Prinsip dari proses biodesulfurisasi batubara adalah dengan mengoksidasi
sulfur dalam bentuk organik atau anorganik yang terdapat pada batubara dengan
bakteri tertentu yang digunakan. Terdapat beberapa faktor yang dapat mempengaruhi
biodesulfurisasi batubara, yaitu suhu, kemasaman, konsentrasi sel, konsentrasi
batubara, ukuran partikel, komposisi medium, penambahan partikulat dan surfaktan
dan interaksi suatu bakteri dengan bakteri lain. Meningkatkan kecepatan reaksi
desulfurisasi batubara juga dapat dilakukan untuk mempercepat kinerja dari bakteri
tersebut(Anwar, 2002).
Hidupnya bakteri pada permukaan mineral memainkan peranan yang sangat
penting tidak hanya untuk hidupnya bakteri di alam. Namun juga dapat dimanfaatkan
dalam industri penambangan. Salah satu bakteri yang dapat digunakan dalam industri
pertambangan adalah bakteri pengoksidasi besi dan sulfur T. Ferroxidans (Ohmura,
dkk,. 1993). Pengurangan kandungan sulfur dengan metode biologi disebut
biodesulfurisasi yaitu metode yang dalam prosesnya memanfaatkan organisme, yaitu
bakteri. Metode ini merupakan metode yang memilki paling banyak keunggulan
dibandingkan dengan metode lainnya (Kargi, 2004), namun desulfurisasi dengan
metode biologi memiliki beberapa kekurangaanya yaitu bakteri hanya mampu
mengoksidasi sulfur dalam bentuk-bentuk tertentu. Bakteri yang dapat digunakan
dalam proses desulfurisasi antara lain:
1. T. ferroxidans (FeS2)
2. T. thiooxidans (FeS2)
3. L. ferooxidans (FeS2)
4. S. acidocalderius (FeS2)
5. R. spheriodes (S-organik)
T. ferroxidans merupakan bakteri yang paling penting dalam biodesulfurisasi
batubara karena dapat mengoksidasi pirit (FeS2) secara langsung. Walaupun begitu
proses desulfurisasi batubara hanya dengan memanfaatkan salah satu kinerja bakteri
akan menghasilkan desulfuriasi yang kurang optimal. Biodesulfurisasi secara kultur
gabungan dengan menggunakan berbagai bakteri dapat membuahkan hasil yang lebih
baik (Rawling, 1994).
Salah satu alternatif yang paling aman dan ramah lingkungan untuk
desulfurisasi batubara adalah secara mikrobiologi menggunakan bakteri T.
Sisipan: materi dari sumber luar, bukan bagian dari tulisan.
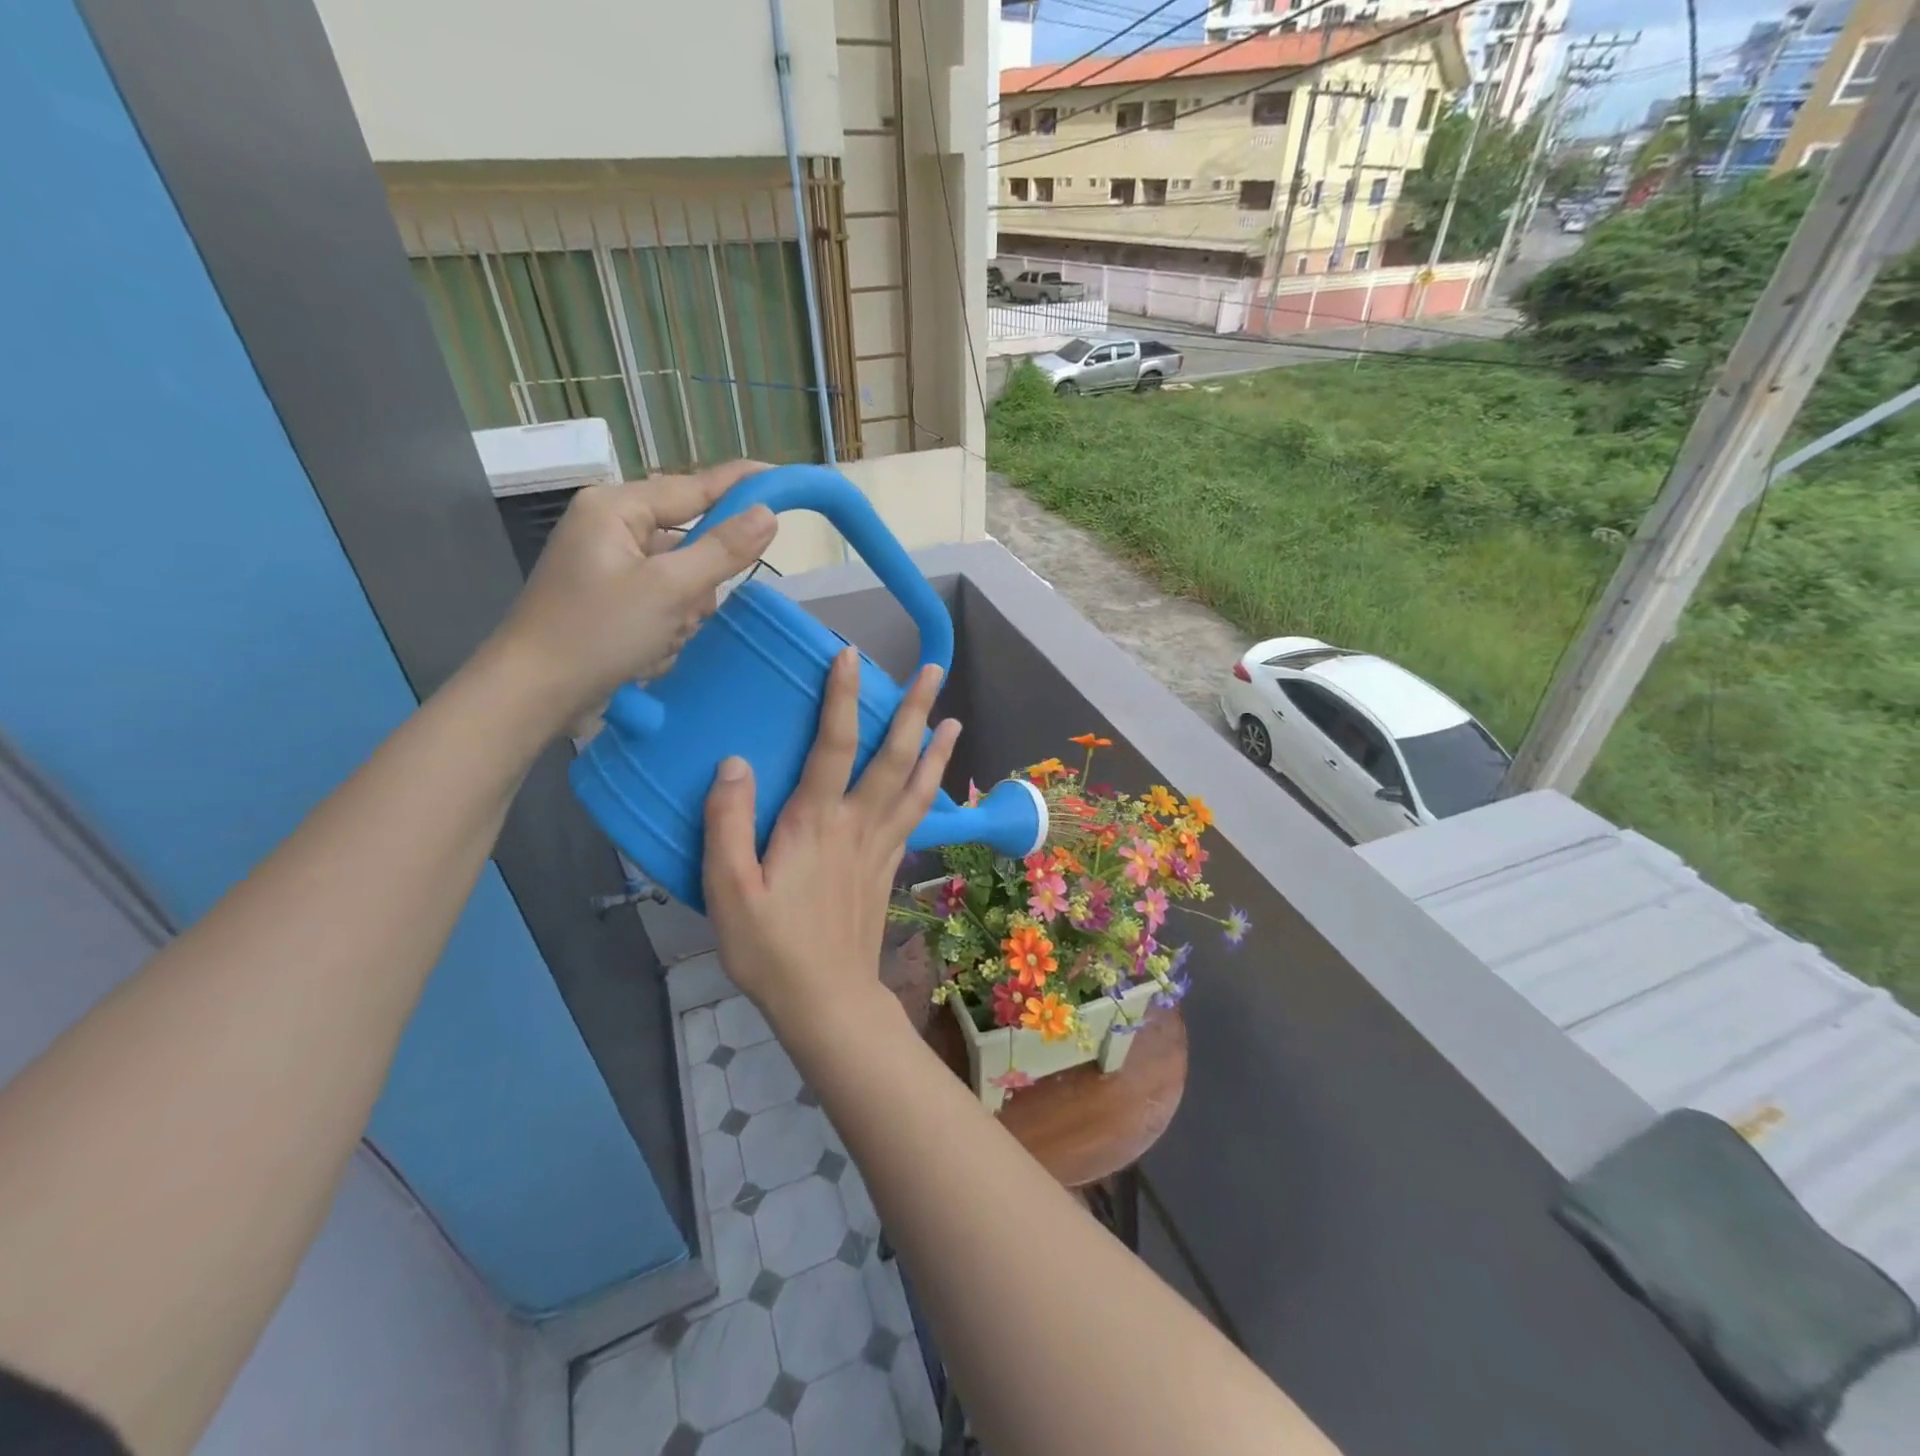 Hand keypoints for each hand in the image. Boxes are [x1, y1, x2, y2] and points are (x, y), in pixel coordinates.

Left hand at [488, 461, 777, 728]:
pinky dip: (666, 627)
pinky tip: (648, 651)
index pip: (694, 486)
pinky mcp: (610, 600)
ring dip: (683, 612)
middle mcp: (612, 528)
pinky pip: (663, 602)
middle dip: (699, 582)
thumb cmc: (598, 633)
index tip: (782, 479)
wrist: (533, 694)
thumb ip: (723, 550)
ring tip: (659, 639)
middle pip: (690, 540)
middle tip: (688, 611)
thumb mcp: (669, 590)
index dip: (741, 485)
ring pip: (681, 578)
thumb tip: (767, 515)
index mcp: (616, 508)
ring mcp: (609, 566)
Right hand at [703, 648, 959, 1034]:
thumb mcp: (727, 890)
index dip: (842, 697)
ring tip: (953, 718)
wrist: (827, 1001)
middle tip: (932, 670)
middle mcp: (858, 825)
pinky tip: (934, 782)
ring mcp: (882, 847)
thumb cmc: (770, 949)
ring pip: (917, 787)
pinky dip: (931, 791)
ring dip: (936, 749)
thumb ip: (727, 824)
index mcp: (816, 824)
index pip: (834, 745)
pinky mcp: (890, 868)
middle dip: (913, 709)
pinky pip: (917, 818)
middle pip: (894, 757)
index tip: (851, 655)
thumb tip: (736, 762) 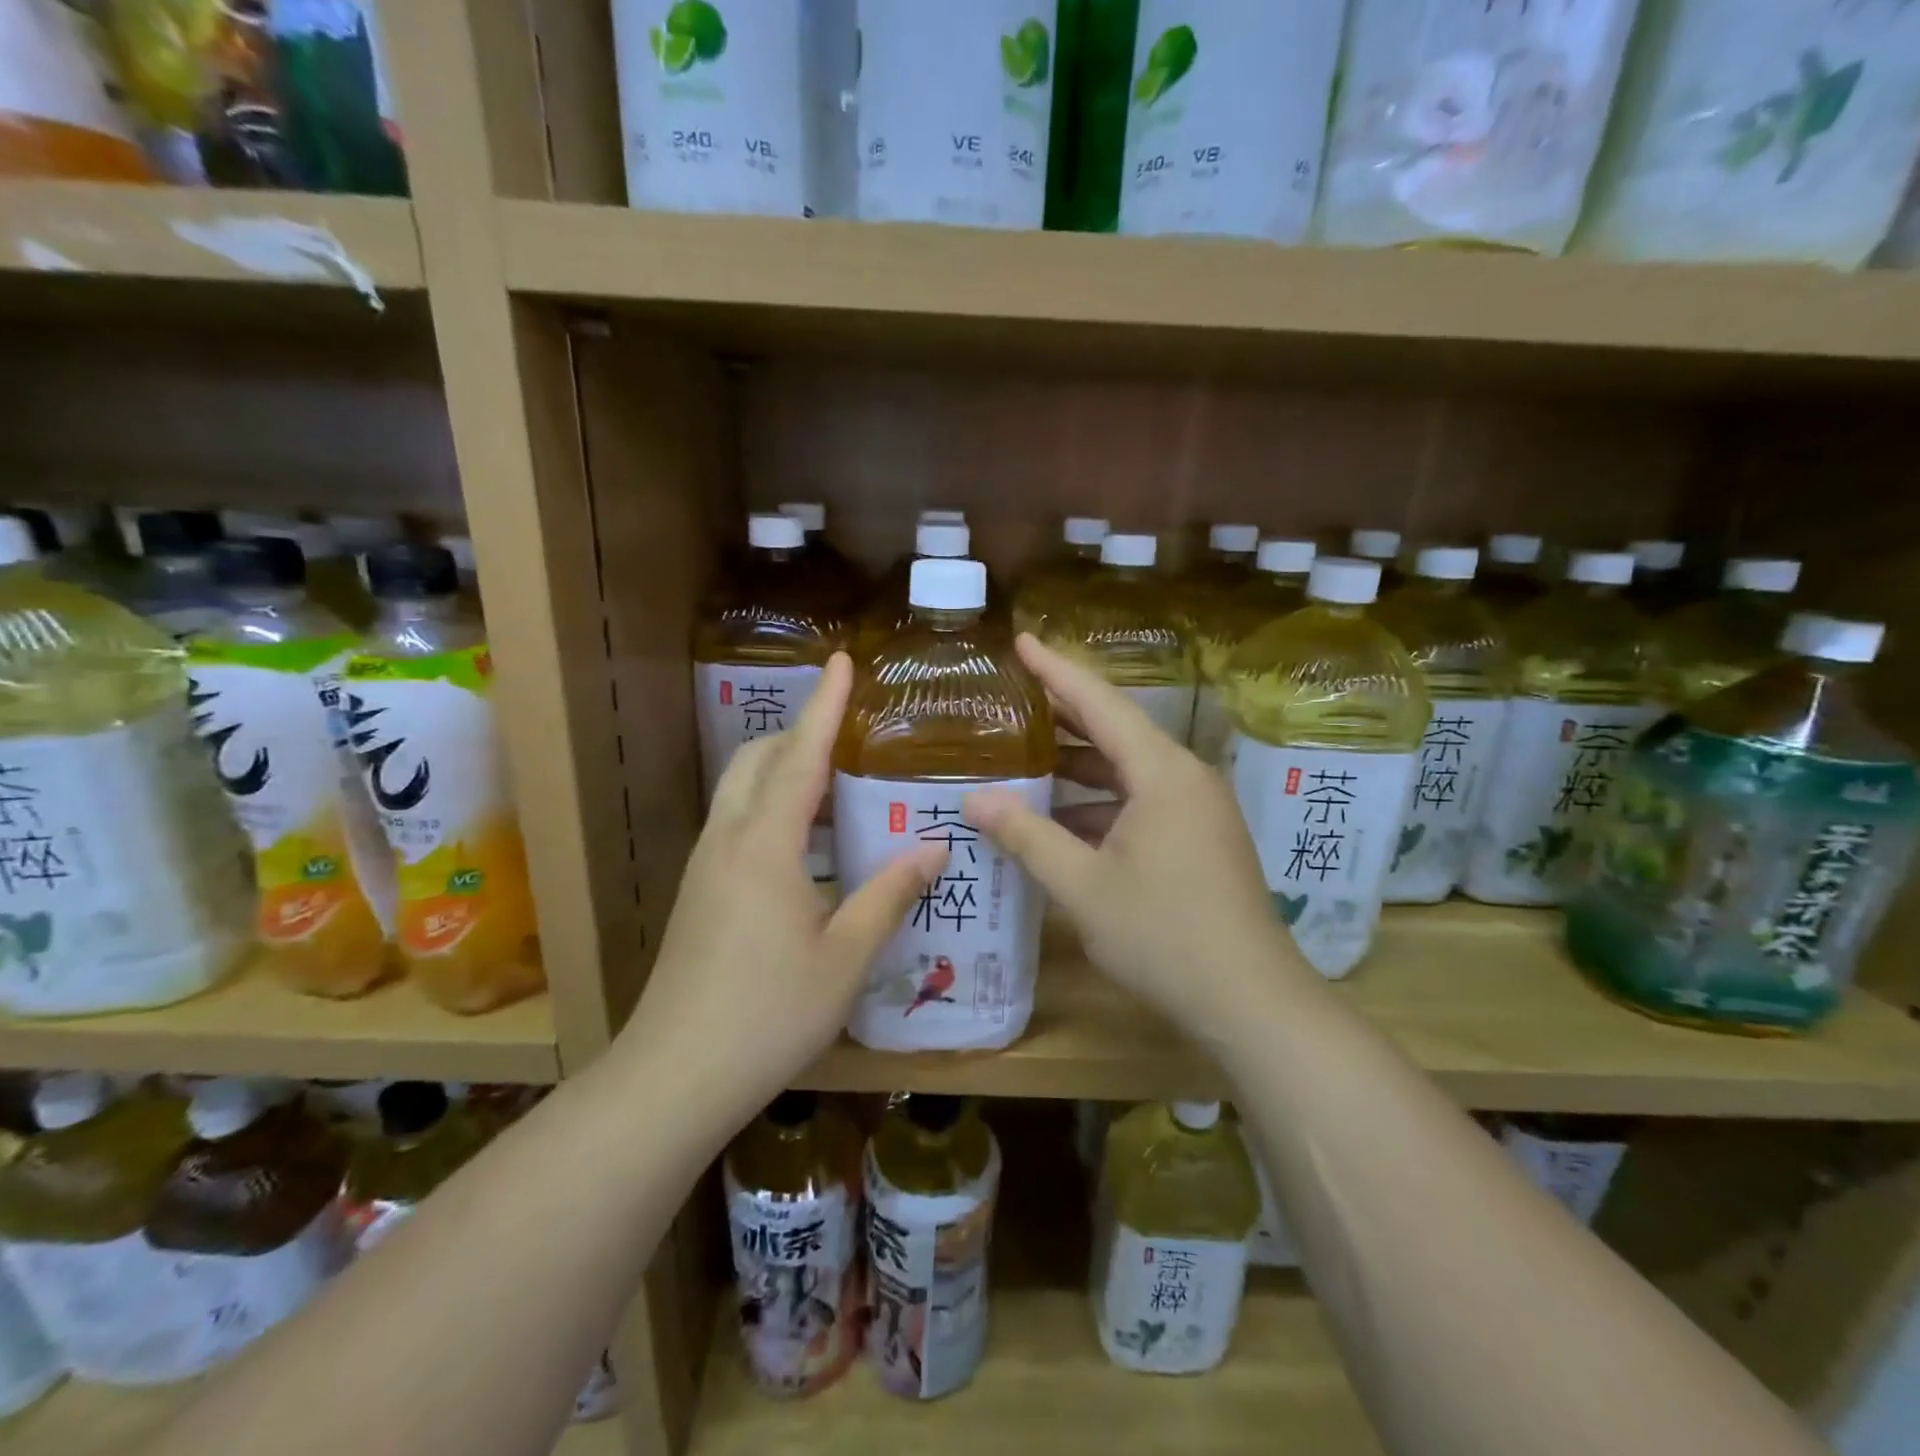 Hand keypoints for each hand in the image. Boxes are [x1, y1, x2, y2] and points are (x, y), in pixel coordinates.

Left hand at [619, 653, 946, 1123]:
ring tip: (835, 783)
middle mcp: (728, 841)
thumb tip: (934, 848)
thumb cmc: (770, 1012)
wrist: (675, 1075)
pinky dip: (771, 809)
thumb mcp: (845, 955)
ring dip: (783, 771)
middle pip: (757, 760)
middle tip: (849, 735)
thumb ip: (889, 894)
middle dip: (799, 733)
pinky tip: (805, 845)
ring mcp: (705, 867)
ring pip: (740, 791)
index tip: (842, 661)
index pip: (800, 755)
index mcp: (765, 845)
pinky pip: (736, 825)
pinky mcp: (698, 894)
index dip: (825, 705)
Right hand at [965, 635, 1312, 1044]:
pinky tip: (1061, 818)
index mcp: (1161, 773)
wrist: (1250, 1001)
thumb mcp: (1082, 885)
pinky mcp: (1200, 838)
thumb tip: (975, 799)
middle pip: (1116, 730)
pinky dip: (1100, 802)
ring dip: (1079, 765)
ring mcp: (1198, 809)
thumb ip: (1026, 836)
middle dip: (1063, 713)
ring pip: (1128, 770)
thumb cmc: (1163, 935)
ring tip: (1024, 756)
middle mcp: (1185, 777)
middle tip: (1012, 697)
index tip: (1021, 640)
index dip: (1057, 670)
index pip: (1100, 703)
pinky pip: (1142, 800)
Ferroxidans dan T. Thiooxidans. Penggunaan kombinasi kedua bakteri ini ditujukan
untuk lebih mengoptimalkan desulfurisasi sulfur. Desulfurisasi menggunakan
kombinasi dari kedua bakteri tersebut memiliki beberapa kelebihan dibandingkan
desulfurisasi kimiawi, yaitu lebih efisien, ekonomis dan ramah lingkungan.